'''

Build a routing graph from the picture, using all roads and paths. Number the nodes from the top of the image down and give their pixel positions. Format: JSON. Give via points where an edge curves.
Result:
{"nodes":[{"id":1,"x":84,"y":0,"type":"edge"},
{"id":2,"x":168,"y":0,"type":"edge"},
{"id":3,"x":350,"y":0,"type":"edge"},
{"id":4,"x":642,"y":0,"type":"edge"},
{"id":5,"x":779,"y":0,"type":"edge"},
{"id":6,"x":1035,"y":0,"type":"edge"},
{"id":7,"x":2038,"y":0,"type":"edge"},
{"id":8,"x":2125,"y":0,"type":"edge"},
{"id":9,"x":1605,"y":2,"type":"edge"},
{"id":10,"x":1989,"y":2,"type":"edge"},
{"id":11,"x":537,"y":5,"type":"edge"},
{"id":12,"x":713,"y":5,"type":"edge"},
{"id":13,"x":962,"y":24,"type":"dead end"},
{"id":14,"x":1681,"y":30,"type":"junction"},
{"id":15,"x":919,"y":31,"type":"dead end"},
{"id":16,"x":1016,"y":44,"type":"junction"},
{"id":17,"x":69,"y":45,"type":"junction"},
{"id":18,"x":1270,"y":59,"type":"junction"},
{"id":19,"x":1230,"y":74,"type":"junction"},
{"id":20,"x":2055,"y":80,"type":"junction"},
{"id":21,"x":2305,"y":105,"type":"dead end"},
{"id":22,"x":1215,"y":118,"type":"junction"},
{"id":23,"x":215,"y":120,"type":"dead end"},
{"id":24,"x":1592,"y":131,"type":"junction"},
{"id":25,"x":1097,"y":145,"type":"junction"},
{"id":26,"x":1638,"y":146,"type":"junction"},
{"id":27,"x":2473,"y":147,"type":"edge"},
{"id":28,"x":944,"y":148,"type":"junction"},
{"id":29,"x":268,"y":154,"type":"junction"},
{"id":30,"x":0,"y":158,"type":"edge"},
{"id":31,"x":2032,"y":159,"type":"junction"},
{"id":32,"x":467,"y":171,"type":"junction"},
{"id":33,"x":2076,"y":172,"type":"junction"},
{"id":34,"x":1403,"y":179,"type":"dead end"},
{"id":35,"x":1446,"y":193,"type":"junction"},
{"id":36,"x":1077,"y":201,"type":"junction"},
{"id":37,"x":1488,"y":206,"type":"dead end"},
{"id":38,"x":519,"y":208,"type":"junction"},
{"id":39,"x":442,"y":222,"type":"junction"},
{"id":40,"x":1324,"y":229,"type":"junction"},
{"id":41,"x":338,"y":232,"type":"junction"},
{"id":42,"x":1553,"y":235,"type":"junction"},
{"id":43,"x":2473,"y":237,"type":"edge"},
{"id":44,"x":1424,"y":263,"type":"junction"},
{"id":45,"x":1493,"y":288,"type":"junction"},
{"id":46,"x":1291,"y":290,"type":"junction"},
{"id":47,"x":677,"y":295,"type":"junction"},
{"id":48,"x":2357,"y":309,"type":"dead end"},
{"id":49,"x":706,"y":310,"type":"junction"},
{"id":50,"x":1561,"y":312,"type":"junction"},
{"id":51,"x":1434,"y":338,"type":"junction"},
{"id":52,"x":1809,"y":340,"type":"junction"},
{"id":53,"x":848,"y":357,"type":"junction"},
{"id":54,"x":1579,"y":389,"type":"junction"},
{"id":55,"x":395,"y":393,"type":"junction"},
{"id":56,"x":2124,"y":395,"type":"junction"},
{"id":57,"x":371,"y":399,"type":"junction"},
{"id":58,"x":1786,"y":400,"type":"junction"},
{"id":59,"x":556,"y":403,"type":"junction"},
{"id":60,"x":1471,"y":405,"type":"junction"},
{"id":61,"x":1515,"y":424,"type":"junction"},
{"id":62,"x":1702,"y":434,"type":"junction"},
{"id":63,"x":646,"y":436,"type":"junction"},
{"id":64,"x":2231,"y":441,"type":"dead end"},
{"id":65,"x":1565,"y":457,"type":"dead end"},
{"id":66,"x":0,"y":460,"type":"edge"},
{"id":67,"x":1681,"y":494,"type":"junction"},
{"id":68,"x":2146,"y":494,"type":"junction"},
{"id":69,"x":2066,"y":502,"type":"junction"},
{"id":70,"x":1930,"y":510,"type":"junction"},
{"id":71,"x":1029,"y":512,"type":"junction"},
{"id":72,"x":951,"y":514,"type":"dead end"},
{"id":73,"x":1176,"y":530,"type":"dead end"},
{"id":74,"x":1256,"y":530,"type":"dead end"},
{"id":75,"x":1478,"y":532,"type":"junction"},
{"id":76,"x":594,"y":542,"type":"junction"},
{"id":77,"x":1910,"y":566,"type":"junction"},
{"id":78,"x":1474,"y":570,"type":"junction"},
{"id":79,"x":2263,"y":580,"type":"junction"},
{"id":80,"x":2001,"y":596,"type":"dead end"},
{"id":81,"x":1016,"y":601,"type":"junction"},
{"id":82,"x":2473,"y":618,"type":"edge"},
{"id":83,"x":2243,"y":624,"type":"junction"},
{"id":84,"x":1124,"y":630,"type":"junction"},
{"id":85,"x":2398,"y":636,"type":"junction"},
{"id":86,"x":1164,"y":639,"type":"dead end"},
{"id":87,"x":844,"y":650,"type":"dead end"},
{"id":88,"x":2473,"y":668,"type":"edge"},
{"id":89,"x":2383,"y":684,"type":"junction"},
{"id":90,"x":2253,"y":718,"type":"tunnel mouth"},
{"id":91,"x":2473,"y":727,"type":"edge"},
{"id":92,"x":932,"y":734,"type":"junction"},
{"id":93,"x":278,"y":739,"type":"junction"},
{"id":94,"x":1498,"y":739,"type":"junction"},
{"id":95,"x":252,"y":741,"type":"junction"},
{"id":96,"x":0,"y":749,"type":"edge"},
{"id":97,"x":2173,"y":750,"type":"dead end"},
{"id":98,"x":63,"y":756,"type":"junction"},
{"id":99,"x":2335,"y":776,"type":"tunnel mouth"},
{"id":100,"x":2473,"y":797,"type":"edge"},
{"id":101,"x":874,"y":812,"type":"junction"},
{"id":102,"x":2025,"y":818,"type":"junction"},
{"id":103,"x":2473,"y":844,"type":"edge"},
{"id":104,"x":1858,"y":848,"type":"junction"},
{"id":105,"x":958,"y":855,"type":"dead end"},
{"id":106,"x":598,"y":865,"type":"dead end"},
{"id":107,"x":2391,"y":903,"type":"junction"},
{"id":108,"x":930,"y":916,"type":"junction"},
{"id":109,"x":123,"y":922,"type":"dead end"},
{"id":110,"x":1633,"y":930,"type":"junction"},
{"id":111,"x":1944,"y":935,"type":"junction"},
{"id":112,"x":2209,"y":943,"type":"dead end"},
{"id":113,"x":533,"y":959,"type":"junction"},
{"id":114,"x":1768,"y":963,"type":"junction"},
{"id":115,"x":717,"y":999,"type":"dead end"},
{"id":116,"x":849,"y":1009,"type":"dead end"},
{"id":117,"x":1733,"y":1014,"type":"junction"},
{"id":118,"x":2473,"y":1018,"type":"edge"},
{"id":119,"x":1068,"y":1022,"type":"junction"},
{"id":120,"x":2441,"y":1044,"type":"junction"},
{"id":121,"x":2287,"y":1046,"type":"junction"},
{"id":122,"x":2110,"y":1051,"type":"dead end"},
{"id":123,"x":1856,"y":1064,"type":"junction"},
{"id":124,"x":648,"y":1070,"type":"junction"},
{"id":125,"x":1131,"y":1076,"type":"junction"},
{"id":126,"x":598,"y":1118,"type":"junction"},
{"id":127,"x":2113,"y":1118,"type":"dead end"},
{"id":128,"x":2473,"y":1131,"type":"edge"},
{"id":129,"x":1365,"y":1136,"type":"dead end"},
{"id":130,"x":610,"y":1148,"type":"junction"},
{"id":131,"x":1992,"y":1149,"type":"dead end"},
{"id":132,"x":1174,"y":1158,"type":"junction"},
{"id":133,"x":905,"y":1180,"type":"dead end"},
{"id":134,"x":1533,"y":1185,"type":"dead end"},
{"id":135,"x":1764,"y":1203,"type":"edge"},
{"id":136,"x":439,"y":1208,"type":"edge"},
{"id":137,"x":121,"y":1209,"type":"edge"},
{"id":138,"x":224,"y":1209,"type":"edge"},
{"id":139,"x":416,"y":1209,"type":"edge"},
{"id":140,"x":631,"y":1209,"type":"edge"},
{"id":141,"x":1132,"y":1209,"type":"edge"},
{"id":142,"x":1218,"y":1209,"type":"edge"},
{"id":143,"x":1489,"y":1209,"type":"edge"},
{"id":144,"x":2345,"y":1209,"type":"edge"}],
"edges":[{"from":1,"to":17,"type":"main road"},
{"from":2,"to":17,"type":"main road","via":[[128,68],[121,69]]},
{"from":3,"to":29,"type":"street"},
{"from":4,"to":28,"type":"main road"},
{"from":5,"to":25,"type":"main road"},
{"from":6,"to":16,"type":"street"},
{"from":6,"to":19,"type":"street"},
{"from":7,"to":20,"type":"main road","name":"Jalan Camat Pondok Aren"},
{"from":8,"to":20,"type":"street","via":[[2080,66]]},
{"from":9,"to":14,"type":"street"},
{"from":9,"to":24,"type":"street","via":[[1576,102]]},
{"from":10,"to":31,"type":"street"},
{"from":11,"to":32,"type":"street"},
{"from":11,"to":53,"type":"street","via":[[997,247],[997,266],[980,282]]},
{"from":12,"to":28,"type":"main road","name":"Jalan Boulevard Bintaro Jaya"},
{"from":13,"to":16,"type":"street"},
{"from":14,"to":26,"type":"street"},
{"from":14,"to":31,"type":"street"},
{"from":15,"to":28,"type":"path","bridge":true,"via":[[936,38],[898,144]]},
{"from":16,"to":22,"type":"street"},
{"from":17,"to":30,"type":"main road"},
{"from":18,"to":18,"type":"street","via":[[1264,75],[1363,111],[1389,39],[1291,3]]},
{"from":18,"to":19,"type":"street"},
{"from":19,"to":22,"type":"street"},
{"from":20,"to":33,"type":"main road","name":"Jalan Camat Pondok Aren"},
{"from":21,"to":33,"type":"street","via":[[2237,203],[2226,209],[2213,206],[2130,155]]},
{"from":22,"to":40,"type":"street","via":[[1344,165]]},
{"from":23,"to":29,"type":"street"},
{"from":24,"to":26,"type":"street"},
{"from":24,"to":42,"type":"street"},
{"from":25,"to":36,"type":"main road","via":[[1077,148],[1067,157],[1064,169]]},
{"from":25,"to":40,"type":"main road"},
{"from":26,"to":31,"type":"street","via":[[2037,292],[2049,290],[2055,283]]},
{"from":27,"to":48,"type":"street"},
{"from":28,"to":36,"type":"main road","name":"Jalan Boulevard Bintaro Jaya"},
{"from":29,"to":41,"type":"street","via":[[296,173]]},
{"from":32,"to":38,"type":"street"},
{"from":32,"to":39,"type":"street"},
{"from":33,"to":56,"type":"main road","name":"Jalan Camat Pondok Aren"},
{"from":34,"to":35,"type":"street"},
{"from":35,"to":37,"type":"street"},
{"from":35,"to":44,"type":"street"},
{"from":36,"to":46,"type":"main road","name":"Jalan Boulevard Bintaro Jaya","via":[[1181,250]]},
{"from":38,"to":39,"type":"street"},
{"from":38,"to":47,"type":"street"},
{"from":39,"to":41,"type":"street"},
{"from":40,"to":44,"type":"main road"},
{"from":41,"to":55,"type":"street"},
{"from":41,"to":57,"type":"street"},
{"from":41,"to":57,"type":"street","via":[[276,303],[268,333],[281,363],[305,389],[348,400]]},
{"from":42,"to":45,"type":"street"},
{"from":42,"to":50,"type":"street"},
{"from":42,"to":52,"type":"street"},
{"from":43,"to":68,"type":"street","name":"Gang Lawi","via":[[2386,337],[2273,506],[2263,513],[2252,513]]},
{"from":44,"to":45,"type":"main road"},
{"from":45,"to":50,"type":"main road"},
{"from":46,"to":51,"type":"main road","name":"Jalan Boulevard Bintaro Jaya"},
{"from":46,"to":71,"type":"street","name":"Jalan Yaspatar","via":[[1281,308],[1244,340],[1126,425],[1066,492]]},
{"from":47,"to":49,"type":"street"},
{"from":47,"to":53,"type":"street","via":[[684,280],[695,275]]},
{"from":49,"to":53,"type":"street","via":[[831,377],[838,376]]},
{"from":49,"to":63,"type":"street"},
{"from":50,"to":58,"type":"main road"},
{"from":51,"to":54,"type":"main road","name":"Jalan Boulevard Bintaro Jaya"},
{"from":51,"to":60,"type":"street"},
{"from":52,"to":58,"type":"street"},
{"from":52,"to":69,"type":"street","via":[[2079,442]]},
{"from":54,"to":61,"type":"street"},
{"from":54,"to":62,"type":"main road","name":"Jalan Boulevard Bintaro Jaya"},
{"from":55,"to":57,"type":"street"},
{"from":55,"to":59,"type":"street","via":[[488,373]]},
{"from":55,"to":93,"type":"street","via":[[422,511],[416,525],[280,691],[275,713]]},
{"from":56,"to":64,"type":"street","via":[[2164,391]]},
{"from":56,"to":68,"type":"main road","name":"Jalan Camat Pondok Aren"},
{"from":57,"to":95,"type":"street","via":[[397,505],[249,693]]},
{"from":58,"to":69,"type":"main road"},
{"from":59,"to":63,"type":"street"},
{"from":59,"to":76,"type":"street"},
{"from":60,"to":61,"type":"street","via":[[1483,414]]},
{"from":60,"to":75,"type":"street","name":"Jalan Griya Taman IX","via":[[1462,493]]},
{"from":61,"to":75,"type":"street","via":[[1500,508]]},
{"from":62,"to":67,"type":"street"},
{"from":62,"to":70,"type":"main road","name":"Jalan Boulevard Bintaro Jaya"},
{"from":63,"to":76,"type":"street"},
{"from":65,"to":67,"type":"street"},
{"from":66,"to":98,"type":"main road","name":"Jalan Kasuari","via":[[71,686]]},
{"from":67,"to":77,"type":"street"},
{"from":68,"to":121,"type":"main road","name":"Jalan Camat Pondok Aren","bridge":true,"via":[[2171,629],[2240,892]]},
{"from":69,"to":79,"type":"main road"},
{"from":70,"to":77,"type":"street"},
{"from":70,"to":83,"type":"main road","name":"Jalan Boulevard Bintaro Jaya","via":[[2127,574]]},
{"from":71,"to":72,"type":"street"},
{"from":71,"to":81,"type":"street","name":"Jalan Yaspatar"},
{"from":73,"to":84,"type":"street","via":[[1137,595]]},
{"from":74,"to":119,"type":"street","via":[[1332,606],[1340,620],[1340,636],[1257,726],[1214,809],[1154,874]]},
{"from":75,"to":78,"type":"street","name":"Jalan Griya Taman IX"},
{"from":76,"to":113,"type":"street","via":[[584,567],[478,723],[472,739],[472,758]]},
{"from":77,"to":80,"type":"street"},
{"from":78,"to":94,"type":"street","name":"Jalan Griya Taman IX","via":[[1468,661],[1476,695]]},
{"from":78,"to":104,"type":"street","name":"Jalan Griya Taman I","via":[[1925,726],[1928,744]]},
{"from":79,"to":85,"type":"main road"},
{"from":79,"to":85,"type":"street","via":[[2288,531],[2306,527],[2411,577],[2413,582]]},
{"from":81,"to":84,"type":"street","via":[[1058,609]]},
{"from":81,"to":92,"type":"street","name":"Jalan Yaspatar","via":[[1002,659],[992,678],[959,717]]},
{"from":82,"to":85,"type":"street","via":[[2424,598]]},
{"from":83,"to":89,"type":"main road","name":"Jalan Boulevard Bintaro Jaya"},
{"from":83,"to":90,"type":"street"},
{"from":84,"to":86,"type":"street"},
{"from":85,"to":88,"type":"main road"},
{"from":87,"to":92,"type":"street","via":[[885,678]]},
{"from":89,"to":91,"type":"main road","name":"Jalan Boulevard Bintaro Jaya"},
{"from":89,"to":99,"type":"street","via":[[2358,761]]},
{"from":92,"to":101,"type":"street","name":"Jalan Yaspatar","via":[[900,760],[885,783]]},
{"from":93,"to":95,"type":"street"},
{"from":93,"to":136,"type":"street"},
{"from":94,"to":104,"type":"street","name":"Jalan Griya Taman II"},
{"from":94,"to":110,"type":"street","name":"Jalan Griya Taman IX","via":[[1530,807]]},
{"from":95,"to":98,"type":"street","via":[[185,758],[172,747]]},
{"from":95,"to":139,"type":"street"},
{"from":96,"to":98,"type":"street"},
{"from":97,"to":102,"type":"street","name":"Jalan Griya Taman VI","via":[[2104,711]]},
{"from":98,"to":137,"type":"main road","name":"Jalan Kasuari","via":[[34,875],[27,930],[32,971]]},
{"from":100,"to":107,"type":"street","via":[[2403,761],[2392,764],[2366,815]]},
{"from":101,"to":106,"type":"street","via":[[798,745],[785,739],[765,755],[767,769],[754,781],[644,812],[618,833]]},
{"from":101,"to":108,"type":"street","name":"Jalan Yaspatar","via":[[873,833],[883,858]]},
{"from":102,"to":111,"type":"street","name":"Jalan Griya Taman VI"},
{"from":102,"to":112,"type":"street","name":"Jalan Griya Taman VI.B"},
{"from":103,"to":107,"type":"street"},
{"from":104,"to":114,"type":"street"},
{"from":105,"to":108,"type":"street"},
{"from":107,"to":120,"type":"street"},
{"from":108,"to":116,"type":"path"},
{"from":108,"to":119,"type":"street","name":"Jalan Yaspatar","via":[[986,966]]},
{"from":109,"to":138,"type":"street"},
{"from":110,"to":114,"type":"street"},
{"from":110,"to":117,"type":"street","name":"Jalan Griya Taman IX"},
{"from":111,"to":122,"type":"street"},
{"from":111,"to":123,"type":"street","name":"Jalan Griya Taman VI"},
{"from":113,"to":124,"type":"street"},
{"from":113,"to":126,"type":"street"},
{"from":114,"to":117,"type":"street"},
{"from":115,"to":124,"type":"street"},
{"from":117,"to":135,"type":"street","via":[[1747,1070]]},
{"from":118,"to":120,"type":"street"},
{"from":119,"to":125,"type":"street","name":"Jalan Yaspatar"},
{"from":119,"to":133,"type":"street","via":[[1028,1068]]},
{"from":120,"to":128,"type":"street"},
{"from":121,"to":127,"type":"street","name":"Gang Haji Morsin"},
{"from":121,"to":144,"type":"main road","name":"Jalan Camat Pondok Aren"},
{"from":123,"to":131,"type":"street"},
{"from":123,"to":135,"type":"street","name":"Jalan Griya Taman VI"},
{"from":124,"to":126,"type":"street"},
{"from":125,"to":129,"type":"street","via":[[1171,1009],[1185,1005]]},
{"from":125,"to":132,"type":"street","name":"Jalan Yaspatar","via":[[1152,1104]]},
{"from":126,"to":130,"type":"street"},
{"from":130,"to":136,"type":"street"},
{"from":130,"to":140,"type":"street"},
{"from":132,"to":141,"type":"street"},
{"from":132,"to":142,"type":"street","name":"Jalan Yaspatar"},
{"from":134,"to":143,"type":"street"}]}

'''

In the listing, find all lines with the string "bridge" and copy them.

**Written solution:**
{"from":15,"to":28,"type":"path","bridge":true,"via":[[936,38],[898,144]]},
{"from":68,"to":121,"type":"main road","name":"Jalan Camat Pondok Aren","bridge":true,"via":[[2171,629],[2240,892]]},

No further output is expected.